▸ TASK REQUIREMENTS: Leaving out pictures, output exactly the lines below from the one that has "pinky tip: (381, 385)" through the one that has "index tip: (1334, 672)", and nothing else.

▸ DATA SHOWN:

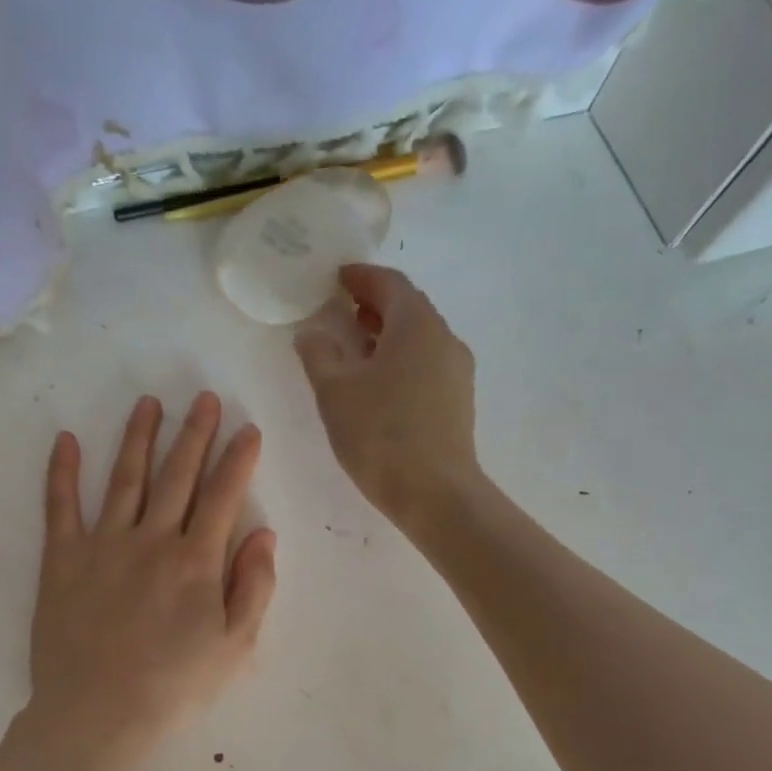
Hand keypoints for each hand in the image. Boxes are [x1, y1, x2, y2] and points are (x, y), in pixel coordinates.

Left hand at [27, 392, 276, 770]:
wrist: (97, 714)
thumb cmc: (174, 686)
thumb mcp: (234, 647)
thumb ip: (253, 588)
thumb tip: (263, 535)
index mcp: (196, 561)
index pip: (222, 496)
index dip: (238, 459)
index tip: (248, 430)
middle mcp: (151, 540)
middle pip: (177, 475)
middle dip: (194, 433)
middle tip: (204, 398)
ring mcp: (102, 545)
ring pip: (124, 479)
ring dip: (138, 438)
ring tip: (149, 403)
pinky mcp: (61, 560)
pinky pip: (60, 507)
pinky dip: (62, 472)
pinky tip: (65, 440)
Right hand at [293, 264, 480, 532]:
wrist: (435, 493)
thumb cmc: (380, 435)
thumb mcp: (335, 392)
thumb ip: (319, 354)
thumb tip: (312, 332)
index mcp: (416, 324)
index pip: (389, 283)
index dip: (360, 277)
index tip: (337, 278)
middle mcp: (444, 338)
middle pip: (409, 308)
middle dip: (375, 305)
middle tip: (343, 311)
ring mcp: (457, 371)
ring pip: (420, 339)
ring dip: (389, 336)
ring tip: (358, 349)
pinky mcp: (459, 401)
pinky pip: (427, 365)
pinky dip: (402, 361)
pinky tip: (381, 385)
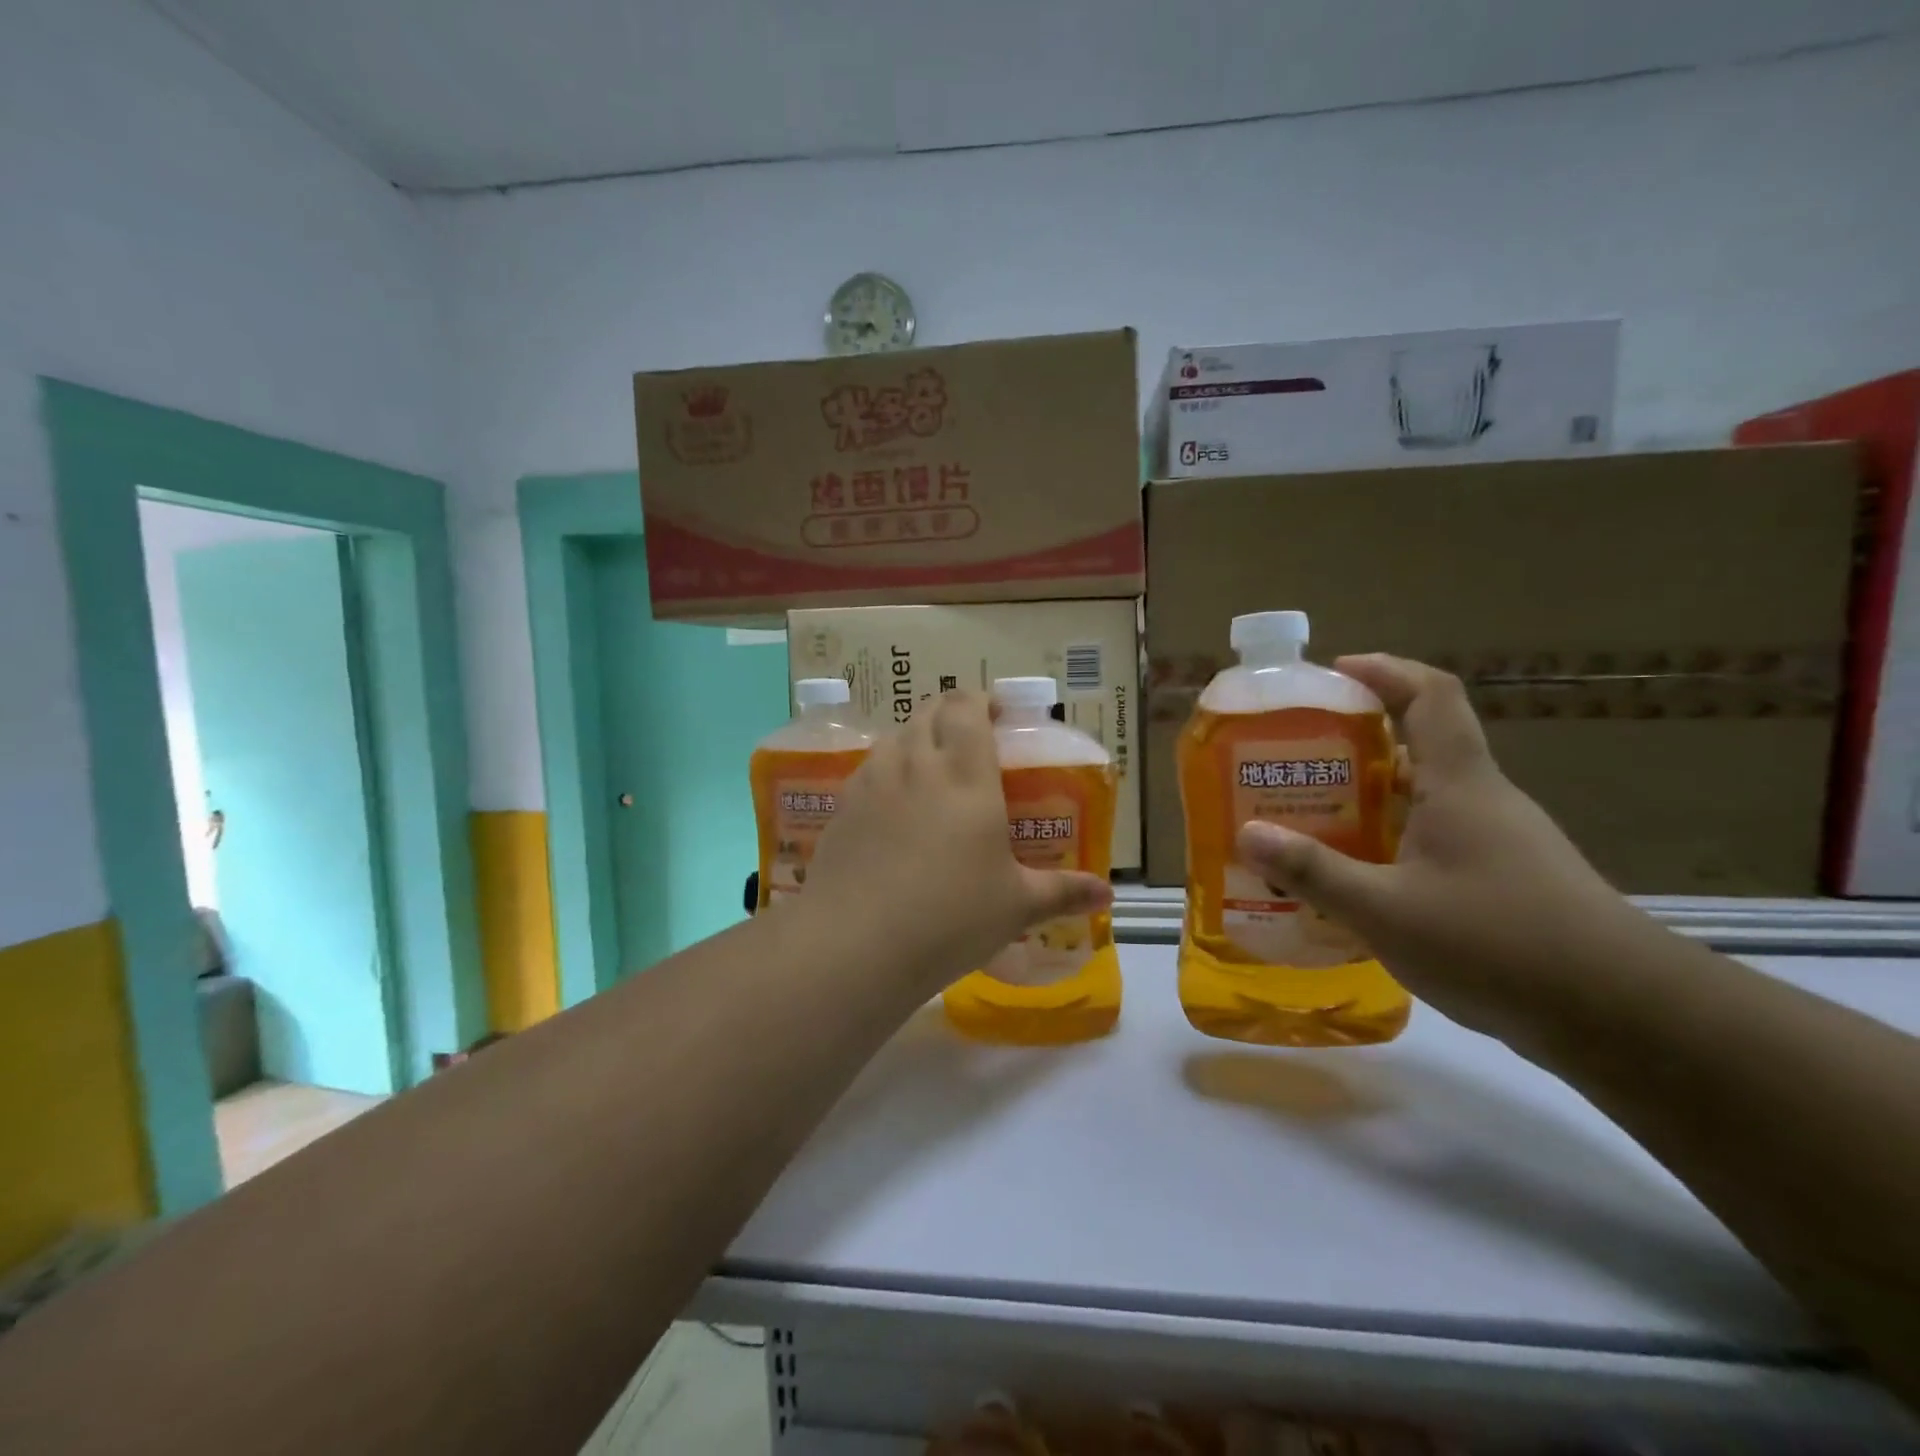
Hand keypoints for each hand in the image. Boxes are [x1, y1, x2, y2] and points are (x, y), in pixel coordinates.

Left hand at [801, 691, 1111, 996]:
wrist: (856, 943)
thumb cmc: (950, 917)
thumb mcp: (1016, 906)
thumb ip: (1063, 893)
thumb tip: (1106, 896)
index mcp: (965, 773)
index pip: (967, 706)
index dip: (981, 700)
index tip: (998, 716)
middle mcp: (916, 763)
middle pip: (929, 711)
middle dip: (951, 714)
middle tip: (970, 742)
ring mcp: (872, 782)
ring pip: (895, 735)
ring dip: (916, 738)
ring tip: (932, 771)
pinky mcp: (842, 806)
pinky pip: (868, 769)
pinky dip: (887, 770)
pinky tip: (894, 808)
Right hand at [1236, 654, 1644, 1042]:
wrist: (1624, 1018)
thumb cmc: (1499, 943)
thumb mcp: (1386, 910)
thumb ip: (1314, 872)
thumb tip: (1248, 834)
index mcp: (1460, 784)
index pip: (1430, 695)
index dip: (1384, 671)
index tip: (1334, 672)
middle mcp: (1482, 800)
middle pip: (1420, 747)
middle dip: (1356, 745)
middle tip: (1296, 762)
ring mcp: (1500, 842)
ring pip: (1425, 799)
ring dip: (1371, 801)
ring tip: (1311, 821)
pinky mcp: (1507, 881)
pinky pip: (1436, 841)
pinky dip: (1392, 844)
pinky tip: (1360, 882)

▸ ANSWER FOR THE TASK:
pinky tip: (381, 385)
Hand keypoints for each hand in the image. Boxes are [x1, y1, x2, y2] and points are (x, y), in pixel coordinates.

Left hand at [801, 691, 1111, 996]:
wrist: (856, 943)
thumb cmc: (950, 917)
thumb mcp: (1016, 906)
thumb ip: (1063, 893)
thumb tip: (1106, 896)
index mcp: (965, 773)
index pip: (967, 706)
index dip: (981, 700)
index tip: (998, 716)
middle mcp: (916, 763)
middle pip: (929, 711)
middle dip: (951, 714)
middle tip: (970, 742)
ring mcp: (872, 782)
ring pip: (895, 735)
ring dip: (916, 738)
ring tip: (932, 771)
pinky mcp: (842, 806)
pinky pip: (868, 769)
pinky dip: (887, 770)
pinky tip: (894, 808)
Right hand at [1236, 654, 1644, 1042]:
wrist: (1624, 1018)
thumb cmc: (1499, 943)
thumb mcp: (1386, 910)
thumb ip: (1314, 872)
thumb tip: (1248, 834)
index mcp: (1460, 784)
index pip: (1430, 695)
index dip: (1384, 671)
index tip: (1334, 672)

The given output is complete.